The need for long-term monitoring of ground and surface water resources is well established. Baseline water resource data are prerequisite for resource management planning, quantifying resource extraction and reserves, detecting environmental change, monitoring ecosystem transformations and degradation, and identifying the impacts of local, regional, and global climate change. Moreover, long-term monitoring of water resources is particularly well suited as a research inquiry to be integrated within undergraduate programs in geoscience, hydrogeology and environmental science.

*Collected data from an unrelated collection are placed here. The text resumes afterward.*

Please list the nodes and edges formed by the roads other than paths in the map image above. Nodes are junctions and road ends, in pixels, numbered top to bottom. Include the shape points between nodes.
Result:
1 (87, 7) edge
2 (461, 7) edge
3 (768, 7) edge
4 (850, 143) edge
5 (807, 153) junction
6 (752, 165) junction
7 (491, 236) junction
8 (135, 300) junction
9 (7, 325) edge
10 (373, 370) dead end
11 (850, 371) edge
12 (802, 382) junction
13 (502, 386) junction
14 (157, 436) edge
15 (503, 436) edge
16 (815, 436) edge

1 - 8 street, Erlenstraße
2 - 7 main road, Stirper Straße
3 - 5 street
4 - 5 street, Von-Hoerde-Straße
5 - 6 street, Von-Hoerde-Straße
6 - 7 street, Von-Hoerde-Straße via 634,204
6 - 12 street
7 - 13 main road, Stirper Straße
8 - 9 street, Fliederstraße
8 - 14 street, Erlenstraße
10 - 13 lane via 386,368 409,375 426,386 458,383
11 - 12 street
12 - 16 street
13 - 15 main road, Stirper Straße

By definition, undergraduate students engaged in long-term water resources monitoring are exposed to the formulation of objectives and the related justifications of timely and relevant environmental research. Further, the students directly apply the concepts learned in the classroom and gain experience examining high resolution data that respond to both natural and anthropogenic stresses, display seasonal and longer variability and trends, and are easily combined with correlative data to be displayed graphically for visual examination. Long-term data also require quality assurance evaluation, statistical interpretation, and archiving. And importantly, these students will use and gain experience with state-of-the-art technology, instrumentation, modeling, and testing methods that prepare them well for the workforce and further study. Finally, students have the opportunity to prepare and submit research proposals for funding through grant programs targeted to undergraduate investigators.

Undergraduate students at the University of Southern Indiana have been successful collaborators and grantees on long-term hydrogeological monitoring research for many years. Research projects include a Pennsylvanian sandstone aquifer that responds to several stressors including barometric change, Earth tides, and reduced groundwater extraction. Students also monitor water resources in Manistee National Forest, Michigan, in support of resource management and protection efforts. Research targets include assessing the potential threat of commercial groundwater extraction to aquatic resources of the forest and quantifying hydrologic change as a result of savannah ecosystem restoration on forest land.